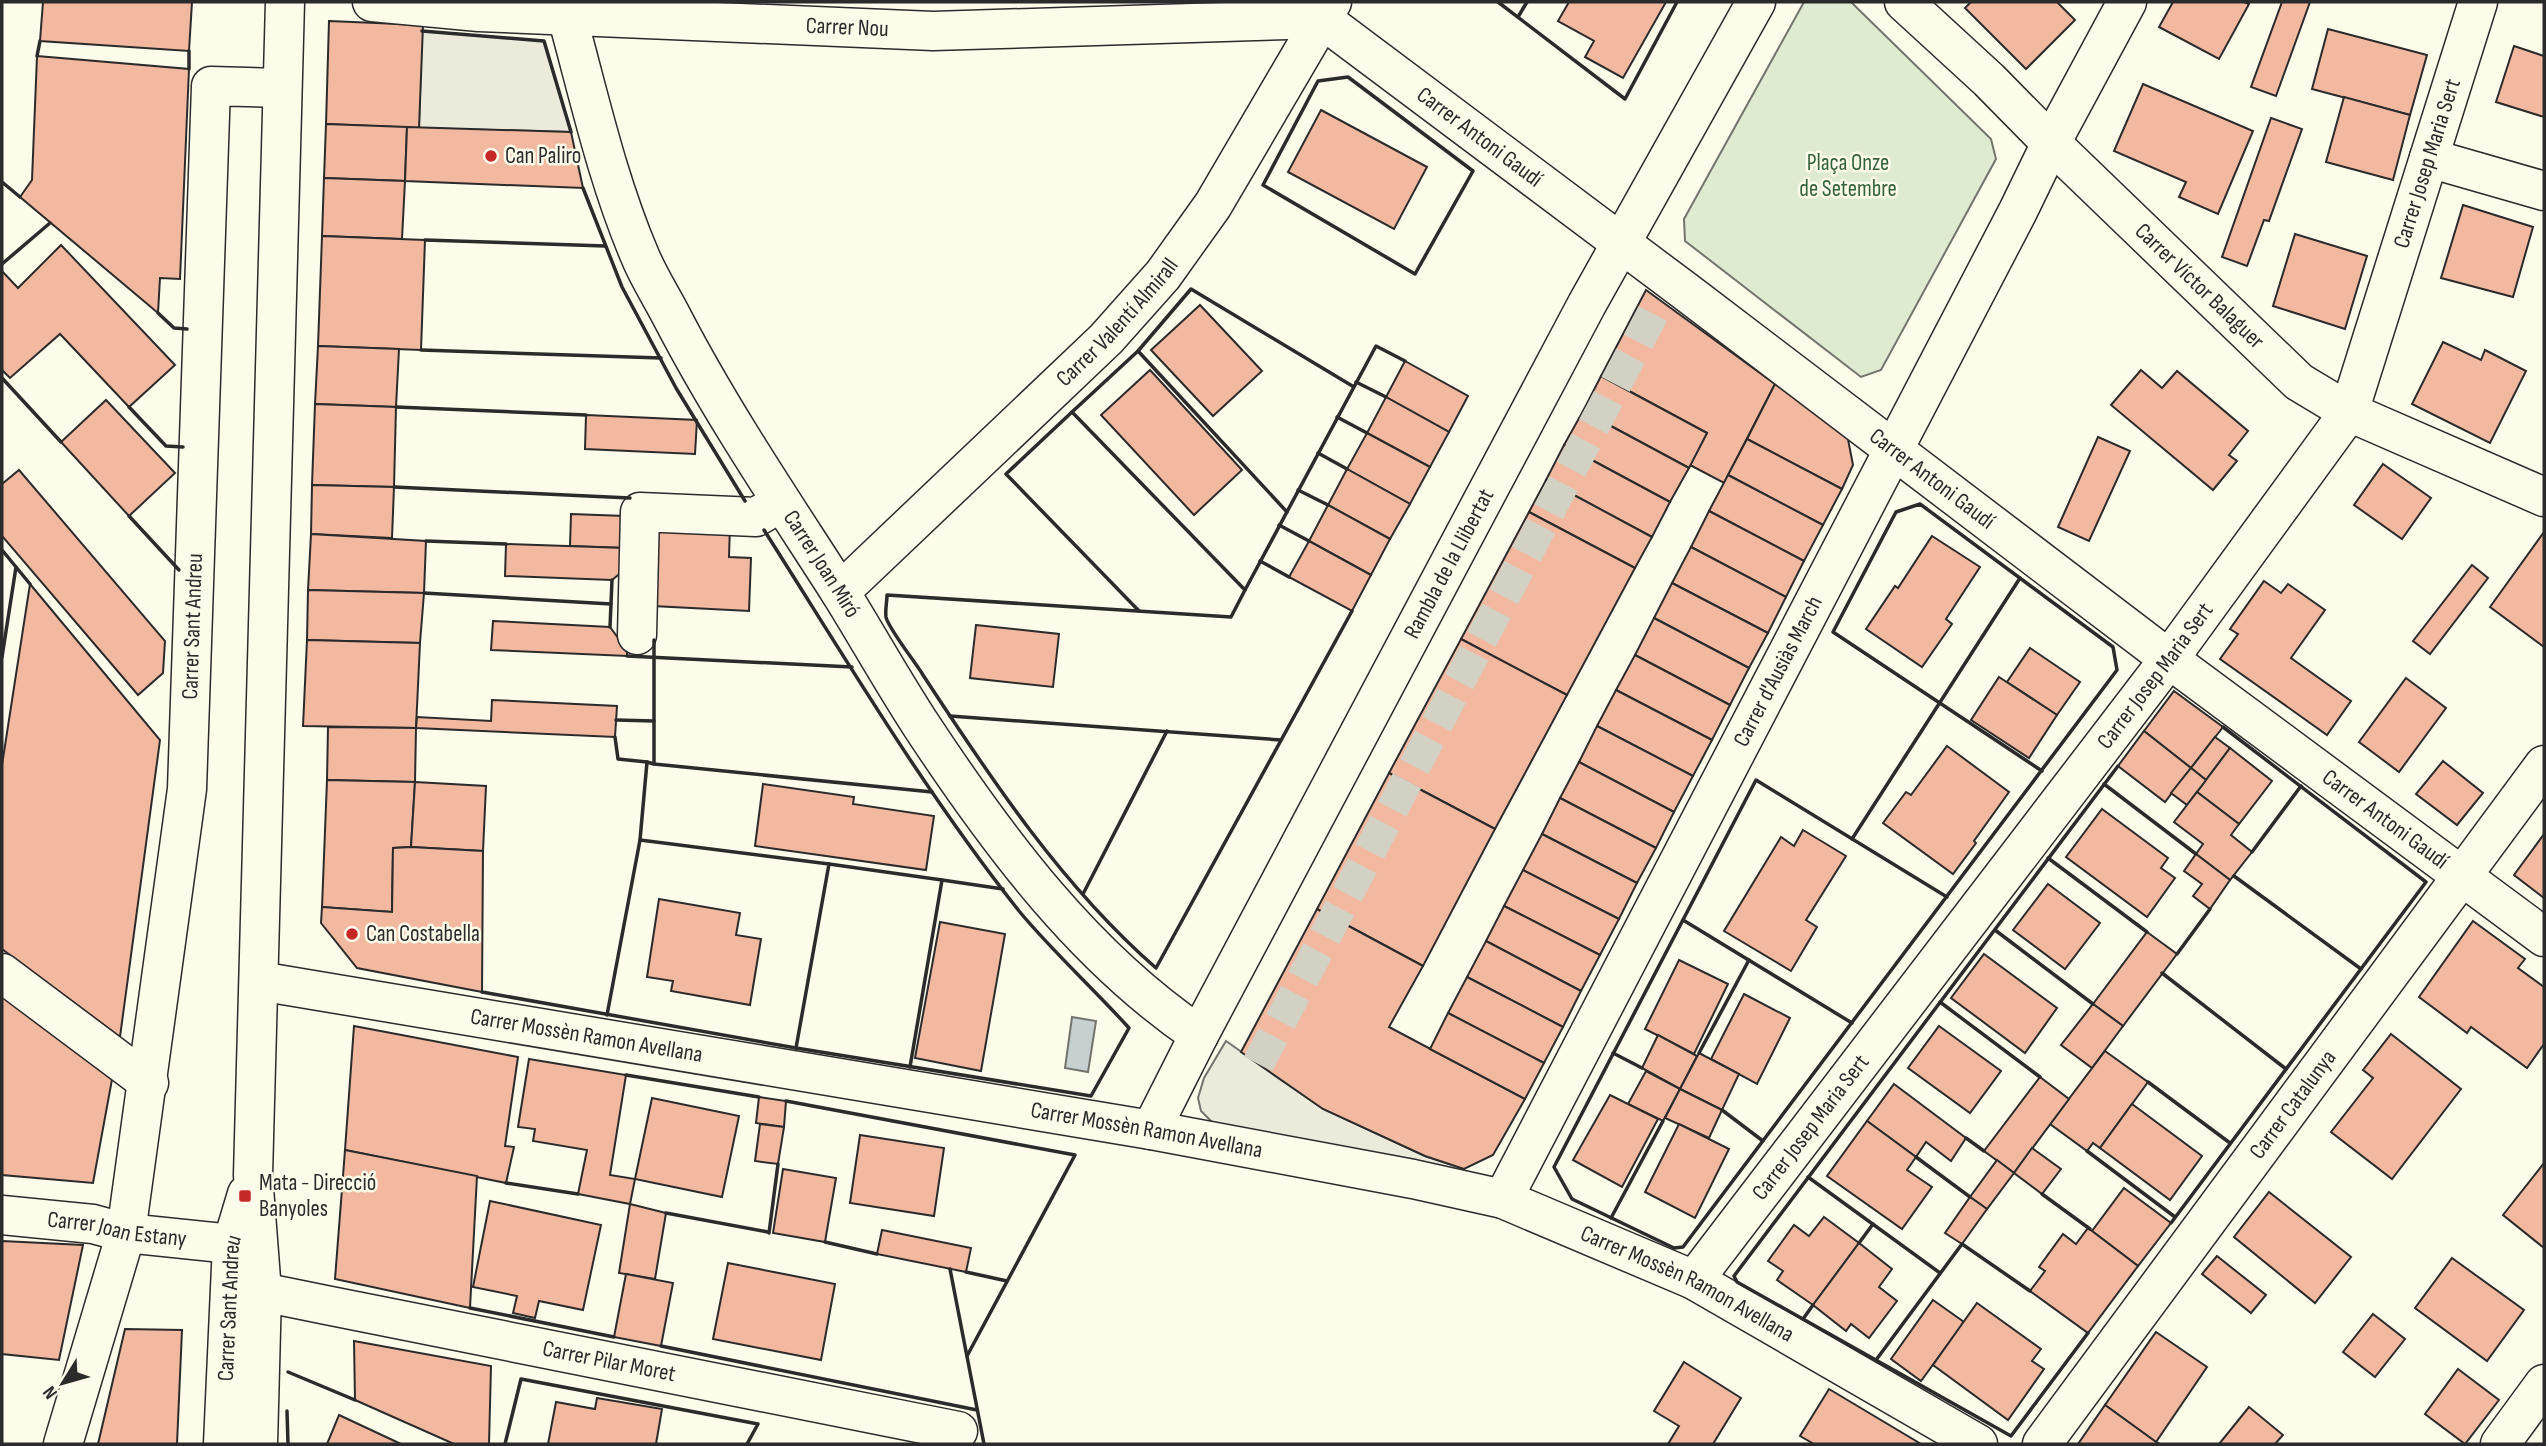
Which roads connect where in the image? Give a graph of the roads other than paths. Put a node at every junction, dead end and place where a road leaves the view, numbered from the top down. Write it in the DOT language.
graph roads {
  1 [pos="285,2"];
  2 [pos="372,2"];
  3 [pos="1756,2"];
  4 [pos="1904,2"];
  5 [pos="2127,2"];
  6 [pos="2478,2"];
  7 [pos="675,10"];
  8 [pos="1327,11"];
  9 [pos="567,16"];
  10 [pos="282,88"];
  11 [pos="2051,144"];
  12 [pos="2429,158"];
  13 [pos="2544,191"];
  14 [pos="1622,244"];
  15 [pos="2349,412"];
  16 [pos="1892,449"];
  17 [pos="2544,497"];
  18 [pos="780,503"];
  19 [pos="839,592"];
  20 [pos="637,635"];
  21 [pos="2169,659"];
  22 [pos="2544,765"];
  23 [pos="2461,874"];
  24 [pos="2544,937"];
  25 [pos="2,973"];
  26 [pos="259,981"];
  27 [pos="1199,1035"];
  28 [pos="149,1083"];
  29 [pos="1151,1130"];
  30 [pos="253,1175"];
  31 [pos="1503,1199"];
  32 [pos="2,1215"];
  33 [pos="126,1233"];
  34 [pos="232,1244"];
  35 [pos="1694,1280"];
  36 [pos="254,1289"];
  37 [pos="2544,1384"];
  38 [pos="958,1431"];
  39 [pos="63,1444"];
  40 [pos="223,1444"];
  41 [pos="244,1444"];
  42 [pos="258,1444"];
  43 [pos="1978,1444"];
  44 [pos="2042,1444"];
  45 [pos="2500,1444"];
  1 -- 10 [label="street, Carrer Sant Andreu"];
  2 -- 9 [label="street, Carrer Nou"];
  3 -- 14 [label="street, Rambla de la Llibertat"];
  4 -- 11 [label="street, Carrer Víctor Balaguer"];
  5 -- 11 [label="street, Carrer d'Ausiàs March"];
  6 -- 12 [label="street, Carrer Josep Maria Sert"];
  7 -- 8 [label="street, Carrer Nou"];
  7 -- 9 [label="street, Carrer Nou"];
  8 -- 14 [label="street, Carrer Antoni Gaudí"];
  8 -- 19 [label="street, Carrer Valentí Almirall"];
  9 -- 18 [label="street, Carrer Joan Miró"];
  10 -- 26 [label="street, Carrer Sant Andreu"];
  10 -- 28 [label="street, Carrer Sant Andreu"];
  11 -- 15 [label="street, Carrer Víctor Balaguer"];
  11 -- 16 [label="street, Carrer d'Ausiàs March"];
  12 -- 13 [label="street"];
  12 -- 15 [label="street, Carrer Josep Maria Sert"];
  14 -- 16 [label="street, Carrer Antoni Gaudí"];
  14 -- 27 [label="street, Rambla de la Llibertat"];
  15 -- 17 [label="street, Carrer Víctor Balaguer"];
  15 -- 21 [label="street, Carrer Josep Maria Sert"];
  16 -- 21 [label="street, Carrer Antoni Gaudí"];
  16 -- 31 [label="street, Carrer d'Ausiàs March"];
  18 -- 19 [label="street, Carrer Joan Miró"];
  18 -- 20 [label="street"];
  19 -- 27 [label="street, Carrer Joan Miró"];
  21 -- 23 [label="street, Carrer Antoni Gaudí"];
  21 -- 35 [label="street, Carrer Josep Maria Sert"];
  22 -- 23 [label="street, Carrer Catalunya"];
  23 -- 24 [label="street, Carrer Antoni Gaudí"];
  23 -- 44 [label="street, Carrer Catalunya"];
  25 -- 28 [label="street"];
  26 -- 29 [label="street, Carrer Mossèn Ramon Avellana"];
  26 -- 30 [label="street, Carrer Sant Andreu"];
  27 -- 29 [label="street, Rambla de la Llibertat"];
  28 -- 33 [label="street, Carrer Sant Andreu"];
  29 -- 31 [label="street, Carrer Mossèn Ramon Avellana"];
  30 -- 34 [label="street, Carrer Sant Andreu"];
  30 -- 36 [label="street, Carrer Sant Andreu"];
  31 -- 35 [label="street, Carrer Mossèn Ramon Avellana"];
  32 -- 33 [label="street, Carrer Joan Estany"];
  33 -- 34 [label="street, Carrer Joan Estany"];
  33 -- 39 [label="street, Carrer Sant Andreu"];
  34 -- 36 [label="street"];
  34 -- 40 [label="street, Carrer Sant Andreu"];
  35 -- 43 [label="street, Carrer Mossèn Ramon Avellana"];
  36 -- 38 [label="street, Carrer Pilar Moret"];
  36 -- 41 [label="street"];
  36 -- 42 [label="street, Carrer Sant Andreu"];
  37 -- 45 [label="street"];
}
+++
**About this task:**
An exact reproduction of the material above is needed, without its pictures.

**Exercise solution:**
Which roads connect where in the image? Give a graph of the roads other than paths. Put a node at every junction, dead end and place where a road leaves the view, numbered from the top down. Write it in the DOT language.
graph roads {
  1 [pos="285,2"];
  2 [pos="372,2"];
  3 [pos="1756,2"];
  4 [pos="1904,2"];
  5 [pos="2127,2"];
  6 [pos="2478,2"];
  7 [pos="675,10"];
  8 [pos="1327,11"];
  9 [pos="567,16"];
  10 [pos="282,88"];
  11 [pos="2051,144"];
  12 [pos="2429,158"];
  13 [pos="2544,191"];
  14 [pos="1622,244"];
  15 [pos="2349,412"];
  16 [pos="1892,449"];
  17 [pos="2544,497"];
  18 [pos="780,503"];
  19 [pos="839,592"];
  20 [pos="637,635"];
  21 [pos="2169,659"];
  22 [pos="2544,765"];
  23 [pos="2461,874"];
  24 [pos="2544,937"];
  25 [pos="2,973"];
  26 [pos="259,981"];
  27 [pos="1199,1035"];
  28 [pos="149,1083"];
  29 [pos="1151,1130"];
  30 [pos="253,1175"];
  31 [pos="1503,1199"];
  32 [pos="2,1215"];
  33 [pos="126,1233"];
  34 [pos="232,1244"];
  35 [pos="1694,1280"];
  36 [pos="254,1289"];
  37 [pos="2544,1384"];
  38 [pos="958,1431"];
  39 [pos="63,1444"];
  40 [pos="223,1444"];
  41 [pos="244,1444"];
  42 [pos="258,1444"];
  43 [pos="1978,1444"];
  44 [pos="2042,1444"];
  45 [pos="2500,1444"];
  1 -- 10 [label="street, Carrer Sant Andreu"];
  2 -- 9 [label="street, Carrer Nou"];
  3 -- 14 [label="street, Rambla de la Llibertat"];
  4 -- 11 [label="street, Carrer Víctor Balaguer"];
  5 -- 11 [label="street, Carrer d'Ausiàs March"];
  6 -- 12 [label="street, Carrer Josep Maria Sert"];
  7 -- 8 [label="street, Carrer Nou"];
  7 -- 9 [label="street, Carrer Nou"];
  8 -- 14 [label="street, Carrer Antoni Gaudí"];
  8 -- 19 [label="street, Carrer Valentí Almirall"];
  9 -- 18 [label="street, Carrer Joan Miró"];
  10 -- 26 [label="street, Carrer Sant Andreu"];
  10 -- 28 [label="street, Carrer Sant Andreu"];
  11 -- 15 [label="street, Carrer Víctor Balaguer"];
  11 -- 16 [label="street, Carrer d'Ausiàs March"];
  12 -- 13 [label="street"];
  12 -- 15 [label="street, Carrer Josep Maria Sert"];
  14 -- 16 [label="street, Carrer Antoni Gaudí"];
  14 -- 27 [label="street, Rambla de la Llibertat"];
  15 -- 17 [label="street, Carrer Víctor Balaguer"];
  15 -- 21 [label="street, Carrer Josep Maria Sert"];
  16 -- 21 [label="street, Carrer Antoni Gaudí"];
  16 -- 31 [label="street, Carrer d'Ausiàs March"];
  18 -- 19 [label="street, Carrer Joan Miró"];
  18 -- 20 [label="street"];
  19 -- 27 [label="street, Carrer Joan Miró"];
  21 -- 23 [label="street, Carrer Antoni Gaudí"];
  21 -- 35 [label="street, Carrer Josep Maria Sert"];
  22 -- 23 [label="street, Carrer Catalunya"];
  23 -- 24 [label="street, Carrer Antoni Gaudí"];
  23 -- 44 [label="street, Carrer Catalunya"];
  25 -- 28 [label="street"];
  26 -- 29 [label="street, Carrer Mossèn Ramon Avellana"];
  26 -- 30 [label="street, Carrer Sant Andreu"];
  27 -- 29 [label="street, Rambla de la Llibertat"];
  28 -- 33 [label="street, Carrer Sant Andreu"];
  29 -- 31 [label="street, Carrer Mossèn Ramon Avellana"];
  30 -- 34 [label="street, Carrer Sant Andreu"];
  30 -- 36 [label="street, Carrer Sant Andreu"];
  31 -- 35 [label="street, Carrer Mossèn Ramon Avellana"];
  32 -- 33 [label="street, Carrer Joan Estany"];
  33 -- 34 [label="street, Carrer Joan Estany"];
  33 -- 39 [label="street, Carrer Sant Andreu"];
  34 -- 36 [label="street"];
  34 -- 40 [label="street, Carrer Sant Andreu"];
  35 -- 43 [label="street, Carrer Mossèn Ramon Avellana"];
  36 -- 38 [label="street, Carrer Pilar Moret"];
  36 -- 41 [label="street"];
  36 -- 42 [label="street, Carrer Sant Andreu"];
  37 -- 45 [label="street"];
}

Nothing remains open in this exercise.